Edge had a huge impact on large organizations such as
Audubon and the Park Service. But because she’d always been at odds with them,
sometimes viciously, they were reluctant to acknowledge her. “They look back at
those interactions with red faces,” Murphy says. “Justifiably. But you can see
how they might prefer to highlight softer, gentler stories of their successes.”
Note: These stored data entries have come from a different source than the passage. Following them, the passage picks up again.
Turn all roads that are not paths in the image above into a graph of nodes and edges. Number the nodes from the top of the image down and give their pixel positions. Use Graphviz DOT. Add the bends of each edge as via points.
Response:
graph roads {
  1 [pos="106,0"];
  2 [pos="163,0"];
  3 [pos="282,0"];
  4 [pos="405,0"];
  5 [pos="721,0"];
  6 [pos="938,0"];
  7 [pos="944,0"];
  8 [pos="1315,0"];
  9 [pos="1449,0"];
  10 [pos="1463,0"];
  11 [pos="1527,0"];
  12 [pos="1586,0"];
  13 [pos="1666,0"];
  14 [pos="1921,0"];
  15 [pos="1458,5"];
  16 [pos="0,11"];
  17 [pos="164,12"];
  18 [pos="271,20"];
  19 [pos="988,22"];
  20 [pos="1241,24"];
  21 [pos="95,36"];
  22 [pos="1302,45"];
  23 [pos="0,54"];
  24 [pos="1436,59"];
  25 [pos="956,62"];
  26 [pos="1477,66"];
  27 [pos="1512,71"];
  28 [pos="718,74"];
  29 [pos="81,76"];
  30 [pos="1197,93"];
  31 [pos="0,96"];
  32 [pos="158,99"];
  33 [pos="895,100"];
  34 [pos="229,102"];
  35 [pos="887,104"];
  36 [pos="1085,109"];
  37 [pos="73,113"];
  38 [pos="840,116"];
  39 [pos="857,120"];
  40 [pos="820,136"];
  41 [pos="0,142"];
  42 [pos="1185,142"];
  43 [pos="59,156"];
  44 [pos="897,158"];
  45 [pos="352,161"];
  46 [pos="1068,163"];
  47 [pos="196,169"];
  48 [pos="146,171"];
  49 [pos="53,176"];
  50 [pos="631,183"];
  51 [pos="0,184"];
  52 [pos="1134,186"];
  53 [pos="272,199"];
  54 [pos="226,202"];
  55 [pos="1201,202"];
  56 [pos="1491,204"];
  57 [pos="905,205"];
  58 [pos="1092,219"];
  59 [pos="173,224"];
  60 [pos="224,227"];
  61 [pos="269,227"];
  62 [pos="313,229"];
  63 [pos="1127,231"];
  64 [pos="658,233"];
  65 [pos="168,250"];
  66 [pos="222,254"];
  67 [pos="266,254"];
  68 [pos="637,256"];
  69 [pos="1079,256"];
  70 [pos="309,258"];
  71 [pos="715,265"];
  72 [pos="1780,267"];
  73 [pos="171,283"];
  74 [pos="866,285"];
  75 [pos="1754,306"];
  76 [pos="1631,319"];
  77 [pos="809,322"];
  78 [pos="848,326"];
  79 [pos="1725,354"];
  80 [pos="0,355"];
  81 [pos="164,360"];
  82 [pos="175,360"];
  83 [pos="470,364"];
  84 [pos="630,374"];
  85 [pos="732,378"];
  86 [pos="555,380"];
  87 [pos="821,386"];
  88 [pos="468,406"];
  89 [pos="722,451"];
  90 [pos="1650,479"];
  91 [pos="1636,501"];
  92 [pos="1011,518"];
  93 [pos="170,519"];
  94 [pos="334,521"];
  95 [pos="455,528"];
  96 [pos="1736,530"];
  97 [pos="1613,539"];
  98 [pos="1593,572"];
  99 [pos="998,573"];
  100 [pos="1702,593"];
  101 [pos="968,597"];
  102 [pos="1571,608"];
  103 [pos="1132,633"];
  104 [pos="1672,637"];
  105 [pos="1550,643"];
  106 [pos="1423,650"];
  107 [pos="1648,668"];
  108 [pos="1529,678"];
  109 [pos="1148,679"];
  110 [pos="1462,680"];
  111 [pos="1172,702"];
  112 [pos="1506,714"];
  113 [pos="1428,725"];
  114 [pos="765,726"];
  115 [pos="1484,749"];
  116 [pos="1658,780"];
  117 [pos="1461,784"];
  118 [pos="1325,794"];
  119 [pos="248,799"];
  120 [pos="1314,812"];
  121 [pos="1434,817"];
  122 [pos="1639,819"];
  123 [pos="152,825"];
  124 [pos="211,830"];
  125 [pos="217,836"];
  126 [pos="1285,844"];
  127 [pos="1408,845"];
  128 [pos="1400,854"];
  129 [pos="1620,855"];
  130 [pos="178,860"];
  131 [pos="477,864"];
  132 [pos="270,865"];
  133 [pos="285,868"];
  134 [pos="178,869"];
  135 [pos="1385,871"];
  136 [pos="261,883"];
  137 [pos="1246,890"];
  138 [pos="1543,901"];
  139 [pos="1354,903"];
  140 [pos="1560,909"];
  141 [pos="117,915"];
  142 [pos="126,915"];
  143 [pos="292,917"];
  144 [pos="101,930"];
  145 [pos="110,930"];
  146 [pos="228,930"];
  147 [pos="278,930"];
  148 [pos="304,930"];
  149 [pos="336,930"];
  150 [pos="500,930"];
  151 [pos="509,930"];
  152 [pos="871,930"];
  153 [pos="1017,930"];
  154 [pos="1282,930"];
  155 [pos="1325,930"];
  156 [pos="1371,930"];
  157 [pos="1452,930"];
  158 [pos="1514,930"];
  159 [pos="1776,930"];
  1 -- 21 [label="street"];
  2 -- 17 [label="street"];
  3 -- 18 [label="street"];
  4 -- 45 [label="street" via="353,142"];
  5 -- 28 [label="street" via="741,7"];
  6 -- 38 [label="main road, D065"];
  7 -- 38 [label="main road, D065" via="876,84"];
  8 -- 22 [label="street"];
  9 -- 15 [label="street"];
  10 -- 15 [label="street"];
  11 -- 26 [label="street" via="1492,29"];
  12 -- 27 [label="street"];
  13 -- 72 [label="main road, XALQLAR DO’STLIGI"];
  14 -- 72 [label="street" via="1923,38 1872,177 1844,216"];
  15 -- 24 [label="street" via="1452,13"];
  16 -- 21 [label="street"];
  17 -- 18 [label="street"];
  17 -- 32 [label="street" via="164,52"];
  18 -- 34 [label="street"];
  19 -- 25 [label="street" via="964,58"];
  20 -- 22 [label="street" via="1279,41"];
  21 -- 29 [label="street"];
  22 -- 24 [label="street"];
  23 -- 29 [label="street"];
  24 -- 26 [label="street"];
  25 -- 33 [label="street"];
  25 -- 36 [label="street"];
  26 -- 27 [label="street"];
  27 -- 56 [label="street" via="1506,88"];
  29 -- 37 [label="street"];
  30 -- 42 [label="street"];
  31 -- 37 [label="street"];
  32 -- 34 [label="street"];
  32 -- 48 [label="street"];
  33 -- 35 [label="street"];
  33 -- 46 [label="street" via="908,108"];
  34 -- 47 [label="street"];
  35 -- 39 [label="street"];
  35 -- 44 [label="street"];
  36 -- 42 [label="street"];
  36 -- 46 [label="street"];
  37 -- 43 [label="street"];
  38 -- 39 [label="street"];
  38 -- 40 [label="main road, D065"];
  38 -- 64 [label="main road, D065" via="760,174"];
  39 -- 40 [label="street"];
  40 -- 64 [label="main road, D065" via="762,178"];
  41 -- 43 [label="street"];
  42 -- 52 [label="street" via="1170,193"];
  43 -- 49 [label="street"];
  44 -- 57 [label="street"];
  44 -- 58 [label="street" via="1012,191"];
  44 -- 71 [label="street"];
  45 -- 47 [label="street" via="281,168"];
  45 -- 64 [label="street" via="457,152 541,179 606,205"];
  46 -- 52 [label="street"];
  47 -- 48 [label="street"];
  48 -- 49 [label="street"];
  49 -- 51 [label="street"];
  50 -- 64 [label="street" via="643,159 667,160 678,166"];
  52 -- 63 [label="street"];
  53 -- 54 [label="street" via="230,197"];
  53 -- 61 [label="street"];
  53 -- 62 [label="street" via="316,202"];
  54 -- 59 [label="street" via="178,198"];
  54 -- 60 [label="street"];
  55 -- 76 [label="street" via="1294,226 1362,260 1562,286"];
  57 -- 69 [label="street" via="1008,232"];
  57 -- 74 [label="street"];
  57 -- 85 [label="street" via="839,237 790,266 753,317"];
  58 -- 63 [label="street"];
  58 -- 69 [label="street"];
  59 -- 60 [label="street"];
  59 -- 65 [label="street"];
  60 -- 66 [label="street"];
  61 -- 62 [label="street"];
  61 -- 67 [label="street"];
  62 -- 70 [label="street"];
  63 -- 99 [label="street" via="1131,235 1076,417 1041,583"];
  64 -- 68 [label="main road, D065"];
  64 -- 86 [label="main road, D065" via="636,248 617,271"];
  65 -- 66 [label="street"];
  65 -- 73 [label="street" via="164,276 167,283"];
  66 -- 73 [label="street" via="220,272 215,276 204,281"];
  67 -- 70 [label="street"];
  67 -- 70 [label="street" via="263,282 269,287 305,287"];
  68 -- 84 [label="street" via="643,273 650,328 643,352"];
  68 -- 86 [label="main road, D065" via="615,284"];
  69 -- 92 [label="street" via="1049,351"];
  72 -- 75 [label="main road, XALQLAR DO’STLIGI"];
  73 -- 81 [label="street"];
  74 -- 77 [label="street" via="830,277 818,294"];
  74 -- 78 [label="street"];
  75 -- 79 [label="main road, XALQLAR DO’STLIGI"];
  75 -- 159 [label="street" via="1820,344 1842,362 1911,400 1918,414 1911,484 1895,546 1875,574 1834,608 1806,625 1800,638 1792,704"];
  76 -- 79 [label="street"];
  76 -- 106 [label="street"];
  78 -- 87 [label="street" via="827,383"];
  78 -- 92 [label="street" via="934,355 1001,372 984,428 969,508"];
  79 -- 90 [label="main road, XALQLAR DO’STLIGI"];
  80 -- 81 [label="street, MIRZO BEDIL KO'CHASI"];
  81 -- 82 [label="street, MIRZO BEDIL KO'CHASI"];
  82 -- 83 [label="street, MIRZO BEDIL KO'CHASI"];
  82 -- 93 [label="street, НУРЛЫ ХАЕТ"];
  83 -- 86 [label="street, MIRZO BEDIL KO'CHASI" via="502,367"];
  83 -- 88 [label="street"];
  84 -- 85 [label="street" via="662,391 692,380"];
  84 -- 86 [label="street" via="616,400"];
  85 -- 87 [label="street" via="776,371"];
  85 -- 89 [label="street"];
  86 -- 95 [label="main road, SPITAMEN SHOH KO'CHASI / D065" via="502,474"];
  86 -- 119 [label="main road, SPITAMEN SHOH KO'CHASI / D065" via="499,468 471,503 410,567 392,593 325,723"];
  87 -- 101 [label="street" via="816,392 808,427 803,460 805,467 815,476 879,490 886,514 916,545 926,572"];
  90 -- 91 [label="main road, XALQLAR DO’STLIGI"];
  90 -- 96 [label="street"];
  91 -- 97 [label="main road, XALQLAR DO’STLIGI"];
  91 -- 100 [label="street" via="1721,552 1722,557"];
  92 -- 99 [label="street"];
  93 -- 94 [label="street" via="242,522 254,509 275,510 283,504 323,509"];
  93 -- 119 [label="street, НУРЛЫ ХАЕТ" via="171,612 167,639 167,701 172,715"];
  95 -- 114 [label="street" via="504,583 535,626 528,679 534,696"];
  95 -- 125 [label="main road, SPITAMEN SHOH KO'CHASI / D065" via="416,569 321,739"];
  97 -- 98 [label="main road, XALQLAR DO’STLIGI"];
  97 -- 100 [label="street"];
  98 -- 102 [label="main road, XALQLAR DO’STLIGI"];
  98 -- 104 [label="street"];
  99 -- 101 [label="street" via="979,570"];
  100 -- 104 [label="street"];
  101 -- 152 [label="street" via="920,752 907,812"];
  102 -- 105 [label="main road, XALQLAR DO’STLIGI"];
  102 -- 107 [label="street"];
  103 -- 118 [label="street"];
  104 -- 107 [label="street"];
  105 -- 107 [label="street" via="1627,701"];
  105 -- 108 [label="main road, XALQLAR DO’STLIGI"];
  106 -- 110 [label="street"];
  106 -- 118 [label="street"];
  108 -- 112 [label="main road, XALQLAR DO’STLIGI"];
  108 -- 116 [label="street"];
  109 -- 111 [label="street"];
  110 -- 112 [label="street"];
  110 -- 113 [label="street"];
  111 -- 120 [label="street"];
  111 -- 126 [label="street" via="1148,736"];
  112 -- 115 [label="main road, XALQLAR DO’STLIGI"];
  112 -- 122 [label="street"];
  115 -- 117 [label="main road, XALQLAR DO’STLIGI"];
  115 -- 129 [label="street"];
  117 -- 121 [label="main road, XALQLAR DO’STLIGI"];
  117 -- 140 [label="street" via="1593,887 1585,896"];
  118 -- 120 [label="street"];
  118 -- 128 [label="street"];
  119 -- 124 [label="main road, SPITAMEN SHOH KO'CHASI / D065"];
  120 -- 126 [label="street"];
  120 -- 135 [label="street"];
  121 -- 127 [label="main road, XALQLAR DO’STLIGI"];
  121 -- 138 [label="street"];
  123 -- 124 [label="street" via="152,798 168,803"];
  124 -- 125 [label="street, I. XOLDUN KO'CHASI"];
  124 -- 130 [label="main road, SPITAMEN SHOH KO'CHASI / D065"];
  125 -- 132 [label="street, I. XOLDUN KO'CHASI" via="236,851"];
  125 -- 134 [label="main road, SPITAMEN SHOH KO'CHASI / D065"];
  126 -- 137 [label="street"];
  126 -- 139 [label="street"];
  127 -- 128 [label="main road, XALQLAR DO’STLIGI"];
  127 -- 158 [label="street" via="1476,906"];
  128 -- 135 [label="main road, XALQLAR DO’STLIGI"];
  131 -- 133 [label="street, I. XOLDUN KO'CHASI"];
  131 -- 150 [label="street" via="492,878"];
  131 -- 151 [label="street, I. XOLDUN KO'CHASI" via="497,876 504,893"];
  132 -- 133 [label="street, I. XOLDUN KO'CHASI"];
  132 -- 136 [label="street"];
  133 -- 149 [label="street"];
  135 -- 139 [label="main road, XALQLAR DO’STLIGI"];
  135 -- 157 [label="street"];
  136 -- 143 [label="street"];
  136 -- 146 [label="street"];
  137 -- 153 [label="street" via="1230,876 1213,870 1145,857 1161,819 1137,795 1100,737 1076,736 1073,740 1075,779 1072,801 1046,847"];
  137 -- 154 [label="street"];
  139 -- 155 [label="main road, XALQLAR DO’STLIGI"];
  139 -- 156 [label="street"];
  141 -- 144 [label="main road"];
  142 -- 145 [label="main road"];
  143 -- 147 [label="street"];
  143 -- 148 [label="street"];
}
Yellowstone might offer a particularly valuable venue in
which to reinvigorate Edge’s legacy. But it’s tricky. “Why are some people,
such as John Muir, well known to the public, while others, such as George Bird
Grinnell, aren’t?” Murphy wonders. Like Edge, Grinnell was an amateur outsider
with massive influence on policy in the park. But Murphy says that when she talks
to members of the public, they know Theodore Roosevelt better than his
influencer Grinnell.
The answer to the riddle of Rosalie Edge may be that
historical figures become well known when their quests become relevant. Roosevelt’s
Progressivism feels important amid today’s challenges; Muir’s nature-based
spirituality was little-known before 1960s Baby Boomers pursued the same
ideals.
As pelicans gained protection, ecology entered the
establishment. Thus, through the 20th century, it seemed Edge’s
militant outsider tactics didn’t need celebrating. “She increased the urgency,”
Murphy says. But given all the other people involved, and Albright’s canny
tactics, insiders were later able to claim that urgency hadn’t mattered much.
Almost a century later, the issues are different. Society is
different. Media platforms are different. But if and when an issue arises that
might benefit from an increased sense of urgency, Edge’s quest may yet gain
relevance. Her legacy stands ready to help.